Re: Add LZ4 compression in pg_dump

From: Michael Paquier <michael(at)paquier(dot)xyz>
To: gkokolatos(at)pm(dot)me
Cc: Justin Pryzby <pryzby(at)telsasoft(dot)com>, Rachel Heaton <rachelmheaton(at)gmail(dot)com>, Greg Stark <stark(at)mit(dot)edu>, pgsql-hackers(at)lists(dot)postgresql(dot)org
Subject: Re: Add LZ4 compression in pg_dump
Date: 2022-04-05 01:34:49
Message-ID: YkucudXyfOwPOY5n@paquier.xyz
Views: Raw Message | Whole Thread | Download mbox | Resend email
Thread:
Lists: pgsql-hackers

On Fri, Apr 01, 2022 at 03:06:40PM +0000, gkokolatos(at)pm(dot)me wrote:
> I understand the itch. Indeed when LZ4 is added as compression method, this
> block changes slightly. I went with the minimum amount changed. Please find
> in 0001 of the attached this variable renamed as $gzip_program_exist. I thought
> that as prefix it will match better the already used $ENV{GZIP_PROGRAM}.

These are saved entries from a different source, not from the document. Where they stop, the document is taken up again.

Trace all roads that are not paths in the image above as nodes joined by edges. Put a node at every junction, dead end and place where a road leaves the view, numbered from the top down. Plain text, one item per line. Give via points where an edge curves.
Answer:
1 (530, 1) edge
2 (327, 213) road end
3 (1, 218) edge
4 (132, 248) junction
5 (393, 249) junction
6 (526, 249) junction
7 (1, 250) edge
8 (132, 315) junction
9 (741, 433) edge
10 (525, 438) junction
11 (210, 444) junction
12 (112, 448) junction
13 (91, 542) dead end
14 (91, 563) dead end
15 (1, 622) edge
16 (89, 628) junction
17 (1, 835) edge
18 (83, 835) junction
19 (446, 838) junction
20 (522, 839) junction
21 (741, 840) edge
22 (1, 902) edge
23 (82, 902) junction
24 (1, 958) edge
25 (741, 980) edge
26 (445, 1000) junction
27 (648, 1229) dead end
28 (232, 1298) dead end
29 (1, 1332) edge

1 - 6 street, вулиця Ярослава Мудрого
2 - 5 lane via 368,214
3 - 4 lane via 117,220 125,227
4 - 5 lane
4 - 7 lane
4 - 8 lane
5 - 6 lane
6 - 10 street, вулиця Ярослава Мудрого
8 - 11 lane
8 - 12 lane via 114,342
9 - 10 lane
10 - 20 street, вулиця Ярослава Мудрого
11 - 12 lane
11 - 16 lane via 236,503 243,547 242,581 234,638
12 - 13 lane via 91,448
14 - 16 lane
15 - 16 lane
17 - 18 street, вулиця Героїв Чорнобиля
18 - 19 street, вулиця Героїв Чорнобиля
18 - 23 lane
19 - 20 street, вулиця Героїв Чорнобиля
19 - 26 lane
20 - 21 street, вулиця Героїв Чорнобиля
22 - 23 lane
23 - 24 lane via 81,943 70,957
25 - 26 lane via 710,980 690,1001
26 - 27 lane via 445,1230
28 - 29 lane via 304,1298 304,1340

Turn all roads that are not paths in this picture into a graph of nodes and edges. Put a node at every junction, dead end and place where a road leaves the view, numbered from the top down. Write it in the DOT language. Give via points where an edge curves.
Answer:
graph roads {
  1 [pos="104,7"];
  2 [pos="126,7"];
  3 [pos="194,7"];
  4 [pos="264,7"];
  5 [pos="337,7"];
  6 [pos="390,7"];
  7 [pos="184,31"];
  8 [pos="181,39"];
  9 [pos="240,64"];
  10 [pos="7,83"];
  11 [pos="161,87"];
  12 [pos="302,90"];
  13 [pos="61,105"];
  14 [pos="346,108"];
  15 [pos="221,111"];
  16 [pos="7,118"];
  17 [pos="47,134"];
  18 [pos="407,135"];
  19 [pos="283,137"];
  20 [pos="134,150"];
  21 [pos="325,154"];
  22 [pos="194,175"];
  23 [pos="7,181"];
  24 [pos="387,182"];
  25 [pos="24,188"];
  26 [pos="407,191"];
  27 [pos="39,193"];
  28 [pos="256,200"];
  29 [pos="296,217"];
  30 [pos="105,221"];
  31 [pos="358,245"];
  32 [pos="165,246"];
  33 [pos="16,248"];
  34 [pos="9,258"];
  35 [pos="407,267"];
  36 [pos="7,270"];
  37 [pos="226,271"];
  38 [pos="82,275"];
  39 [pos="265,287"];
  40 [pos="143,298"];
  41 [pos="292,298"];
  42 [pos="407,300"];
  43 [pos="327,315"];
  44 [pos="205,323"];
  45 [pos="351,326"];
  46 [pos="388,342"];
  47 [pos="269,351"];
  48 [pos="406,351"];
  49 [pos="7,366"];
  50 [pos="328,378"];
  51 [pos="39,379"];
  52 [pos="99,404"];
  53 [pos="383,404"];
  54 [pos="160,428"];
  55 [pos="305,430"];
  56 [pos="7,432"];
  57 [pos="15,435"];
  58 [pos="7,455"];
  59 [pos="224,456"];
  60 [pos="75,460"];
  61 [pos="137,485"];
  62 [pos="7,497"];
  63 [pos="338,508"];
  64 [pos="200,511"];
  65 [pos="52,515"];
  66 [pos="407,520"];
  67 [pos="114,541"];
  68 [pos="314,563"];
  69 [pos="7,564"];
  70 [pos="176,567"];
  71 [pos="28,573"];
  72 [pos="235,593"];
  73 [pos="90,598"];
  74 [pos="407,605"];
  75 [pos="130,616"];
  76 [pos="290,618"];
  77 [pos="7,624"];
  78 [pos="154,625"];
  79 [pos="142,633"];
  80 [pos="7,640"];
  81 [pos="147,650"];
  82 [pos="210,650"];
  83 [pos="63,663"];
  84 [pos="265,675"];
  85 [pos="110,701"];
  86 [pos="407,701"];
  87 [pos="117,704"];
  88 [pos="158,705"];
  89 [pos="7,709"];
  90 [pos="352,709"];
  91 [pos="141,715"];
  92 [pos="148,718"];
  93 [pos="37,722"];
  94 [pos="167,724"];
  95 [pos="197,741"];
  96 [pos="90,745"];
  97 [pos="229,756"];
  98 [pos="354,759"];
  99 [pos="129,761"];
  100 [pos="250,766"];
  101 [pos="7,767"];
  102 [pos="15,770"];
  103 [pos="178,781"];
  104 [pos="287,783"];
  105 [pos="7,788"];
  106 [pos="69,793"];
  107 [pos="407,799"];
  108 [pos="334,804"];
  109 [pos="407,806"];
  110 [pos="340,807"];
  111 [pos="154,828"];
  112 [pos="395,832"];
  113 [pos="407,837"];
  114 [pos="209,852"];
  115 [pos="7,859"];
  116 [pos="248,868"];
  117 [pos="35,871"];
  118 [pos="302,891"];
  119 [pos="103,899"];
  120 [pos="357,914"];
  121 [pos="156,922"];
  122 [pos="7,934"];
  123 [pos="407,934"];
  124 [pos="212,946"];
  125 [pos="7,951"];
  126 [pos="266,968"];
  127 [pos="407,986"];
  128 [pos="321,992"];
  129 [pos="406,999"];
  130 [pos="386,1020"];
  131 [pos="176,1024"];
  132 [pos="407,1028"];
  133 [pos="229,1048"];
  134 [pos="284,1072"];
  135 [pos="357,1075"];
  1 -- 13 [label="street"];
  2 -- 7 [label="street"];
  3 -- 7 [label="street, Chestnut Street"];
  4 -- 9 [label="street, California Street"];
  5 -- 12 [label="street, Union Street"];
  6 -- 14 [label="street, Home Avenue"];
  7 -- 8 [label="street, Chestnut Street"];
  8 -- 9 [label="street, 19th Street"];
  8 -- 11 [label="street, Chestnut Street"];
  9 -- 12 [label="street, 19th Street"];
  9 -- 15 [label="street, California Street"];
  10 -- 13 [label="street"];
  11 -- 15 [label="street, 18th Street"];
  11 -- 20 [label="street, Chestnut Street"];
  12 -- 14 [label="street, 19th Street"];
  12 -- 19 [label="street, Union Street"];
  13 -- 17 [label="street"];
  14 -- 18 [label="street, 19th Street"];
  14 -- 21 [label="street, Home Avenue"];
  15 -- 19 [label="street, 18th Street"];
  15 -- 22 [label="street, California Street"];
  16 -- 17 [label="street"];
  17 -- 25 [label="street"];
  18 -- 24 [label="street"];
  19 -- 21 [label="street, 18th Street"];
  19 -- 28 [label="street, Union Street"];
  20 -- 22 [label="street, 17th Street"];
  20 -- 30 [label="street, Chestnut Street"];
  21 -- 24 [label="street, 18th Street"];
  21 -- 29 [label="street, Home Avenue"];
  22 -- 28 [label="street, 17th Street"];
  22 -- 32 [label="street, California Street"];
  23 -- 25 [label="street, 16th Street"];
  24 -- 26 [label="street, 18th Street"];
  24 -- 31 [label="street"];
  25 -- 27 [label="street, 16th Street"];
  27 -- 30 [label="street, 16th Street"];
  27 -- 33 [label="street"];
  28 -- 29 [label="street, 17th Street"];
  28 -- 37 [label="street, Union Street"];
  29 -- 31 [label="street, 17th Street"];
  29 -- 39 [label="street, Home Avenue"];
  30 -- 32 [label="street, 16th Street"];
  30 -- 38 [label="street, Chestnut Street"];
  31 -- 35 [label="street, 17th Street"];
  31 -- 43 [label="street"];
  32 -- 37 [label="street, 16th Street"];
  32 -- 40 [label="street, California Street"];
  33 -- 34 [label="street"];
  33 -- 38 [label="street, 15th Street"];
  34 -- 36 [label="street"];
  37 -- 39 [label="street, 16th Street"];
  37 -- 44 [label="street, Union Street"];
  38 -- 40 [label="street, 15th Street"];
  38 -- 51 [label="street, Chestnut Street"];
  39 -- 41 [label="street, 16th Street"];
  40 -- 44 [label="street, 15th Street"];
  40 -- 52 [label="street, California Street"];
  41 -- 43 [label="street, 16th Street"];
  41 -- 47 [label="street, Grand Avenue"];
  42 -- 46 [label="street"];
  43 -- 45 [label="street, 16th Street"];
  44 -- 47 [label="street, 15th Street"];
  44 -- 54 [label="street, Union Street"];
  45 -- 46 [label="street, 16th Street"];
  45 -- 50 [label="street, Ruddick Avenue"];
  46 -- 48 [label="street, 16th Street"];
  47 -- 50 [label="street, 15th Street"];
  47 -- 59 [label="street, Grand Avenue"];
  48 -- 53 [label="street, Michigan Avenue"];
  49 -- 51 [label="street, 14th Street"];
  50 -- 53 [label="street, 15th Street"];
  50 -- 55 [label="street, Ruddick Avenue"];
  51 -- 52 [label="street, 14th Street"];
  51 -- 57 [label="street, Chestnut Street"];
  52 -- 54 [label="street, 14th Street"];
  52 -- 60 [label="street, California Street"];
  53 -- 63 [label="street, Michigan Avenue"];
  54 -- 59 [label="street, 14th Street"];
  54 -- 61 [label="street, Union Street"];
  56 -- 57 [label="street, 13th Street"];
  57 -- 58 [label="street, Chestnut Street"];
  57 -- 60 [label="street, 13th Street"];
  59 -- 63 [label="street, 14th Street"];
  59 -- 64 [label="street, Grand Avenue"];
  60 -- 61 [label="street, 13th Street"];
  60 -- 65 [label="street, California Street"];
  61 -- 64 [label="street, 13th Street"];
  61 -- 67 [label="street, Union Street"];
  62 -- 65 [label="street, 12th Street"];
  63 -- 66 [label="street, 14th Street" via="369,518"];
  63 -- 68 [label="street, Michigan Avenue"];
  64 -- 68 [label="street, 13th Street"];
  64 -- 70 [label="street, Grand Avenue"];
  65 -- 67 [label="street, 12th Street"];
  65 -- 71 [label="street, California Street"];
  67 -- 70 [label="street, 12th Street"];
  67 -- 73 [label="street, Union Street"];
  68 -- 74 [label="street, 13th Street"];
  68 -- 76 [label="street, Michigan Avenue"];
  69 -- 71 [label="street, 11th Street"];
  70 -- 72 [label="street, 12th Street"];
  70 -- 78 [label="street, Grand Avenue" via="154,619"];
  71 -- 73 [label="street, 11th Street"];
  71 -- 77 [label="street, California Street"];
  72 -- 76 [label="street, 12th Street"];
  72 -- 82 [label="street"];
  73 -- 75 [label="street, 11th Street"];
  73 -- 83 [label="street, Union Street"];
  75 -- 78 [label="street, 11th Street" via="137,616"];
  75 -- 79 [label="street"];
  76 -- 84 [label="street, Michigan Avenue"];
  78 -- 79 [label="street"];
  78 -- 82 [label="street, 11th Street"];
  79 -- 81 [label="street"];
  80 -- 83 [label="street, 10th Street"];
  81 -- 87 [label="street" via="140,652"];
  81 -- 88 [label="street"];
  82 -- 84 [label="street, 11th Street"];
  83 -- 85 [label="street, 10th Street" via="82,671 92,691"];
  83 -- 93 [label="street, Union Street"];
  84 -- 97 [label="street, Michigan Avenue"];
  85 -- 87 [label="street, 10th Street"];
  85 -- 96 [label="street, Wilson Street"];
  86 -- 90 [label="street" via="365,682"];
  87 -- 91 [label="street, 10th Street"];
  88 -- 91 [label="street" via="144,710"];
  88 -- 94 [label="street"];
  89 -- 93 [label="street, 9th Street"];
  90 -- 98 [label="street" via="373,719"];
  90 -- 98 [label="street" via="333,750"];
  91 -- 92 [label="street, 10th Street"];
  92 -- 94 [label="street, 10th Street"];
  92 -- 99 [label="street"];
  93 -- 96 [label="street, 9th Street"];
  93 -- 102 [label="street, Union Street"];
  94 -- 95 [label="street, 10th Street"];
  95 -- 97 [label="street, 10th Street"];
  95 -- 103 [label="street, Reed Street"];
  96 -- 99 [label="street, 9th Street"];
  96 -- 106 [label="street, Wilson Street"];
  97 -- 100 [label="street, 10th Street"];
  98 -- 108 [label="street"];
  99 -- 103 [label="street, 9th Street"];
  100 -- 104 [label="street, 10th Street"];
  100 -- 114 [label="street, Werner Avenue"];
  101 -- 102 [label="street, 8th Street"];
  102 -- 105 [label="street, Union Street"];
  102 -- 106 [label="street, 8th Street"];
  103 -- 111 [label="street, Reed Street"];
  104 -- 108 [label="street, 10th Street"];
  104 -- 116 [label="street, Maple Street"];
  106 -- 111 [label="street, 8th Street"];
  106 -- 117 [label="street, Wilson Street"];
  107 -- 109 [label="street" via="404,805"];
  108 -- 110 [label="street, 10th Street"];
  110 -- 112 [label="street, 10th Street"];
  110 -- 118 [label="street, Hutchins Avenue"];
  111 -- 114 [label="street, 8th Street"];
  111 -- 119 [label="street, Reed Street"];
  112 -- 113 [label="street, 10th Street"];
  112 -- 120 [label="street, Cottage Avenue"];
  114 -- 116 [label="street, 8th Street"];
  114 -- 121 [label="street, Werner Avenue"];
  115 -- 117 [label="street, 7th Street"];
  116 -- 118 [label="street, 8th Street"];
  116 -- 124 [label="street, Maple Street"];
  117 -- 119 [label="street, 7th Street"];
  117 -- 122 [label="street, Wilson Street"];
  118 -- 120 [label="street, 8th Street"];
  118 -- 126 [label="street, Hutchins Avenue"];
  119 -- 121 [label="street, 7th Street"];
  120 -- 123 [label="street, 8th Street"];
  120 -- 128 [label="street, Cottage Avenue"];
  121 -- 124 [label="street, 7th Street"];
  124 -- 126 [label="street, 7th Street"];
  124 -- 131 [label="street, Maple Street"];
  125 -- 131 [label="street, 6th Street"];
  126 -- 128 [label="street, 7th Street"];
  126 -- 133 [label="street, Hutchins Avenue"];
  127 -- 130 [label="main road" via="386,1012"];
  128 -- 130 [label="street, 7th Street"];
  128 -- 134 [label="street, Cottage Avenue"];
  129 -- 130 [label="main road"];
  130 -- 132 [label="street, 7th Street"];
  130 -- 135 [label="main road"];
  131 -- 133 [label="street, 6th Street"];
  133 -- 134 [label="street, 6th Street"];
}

Hmm. I have spent some time on that, and upon review I really think
that we should skip the tests marked as dedicated to the gzip
compression entirely if the build is not compiled with this option,
rather than letting the code run a dump for nothing in some cases,
relying on the default to uncompress the contents in others. In the
latter case, it happens that we have already some checks like
defaults_custom_format, but you already mentioned that.

We should also skip the later parts of the tests if the compression
program does not exist as we rely on it, but only if the command does
not exist. This will count for LZ4.

> I can see the overlap case. Yet, I understand the test_key as serving different
> purpose, as it is a key of %tests and %full_runs. I do not expect the database
> content of the generated dump to change based on which compression method is used.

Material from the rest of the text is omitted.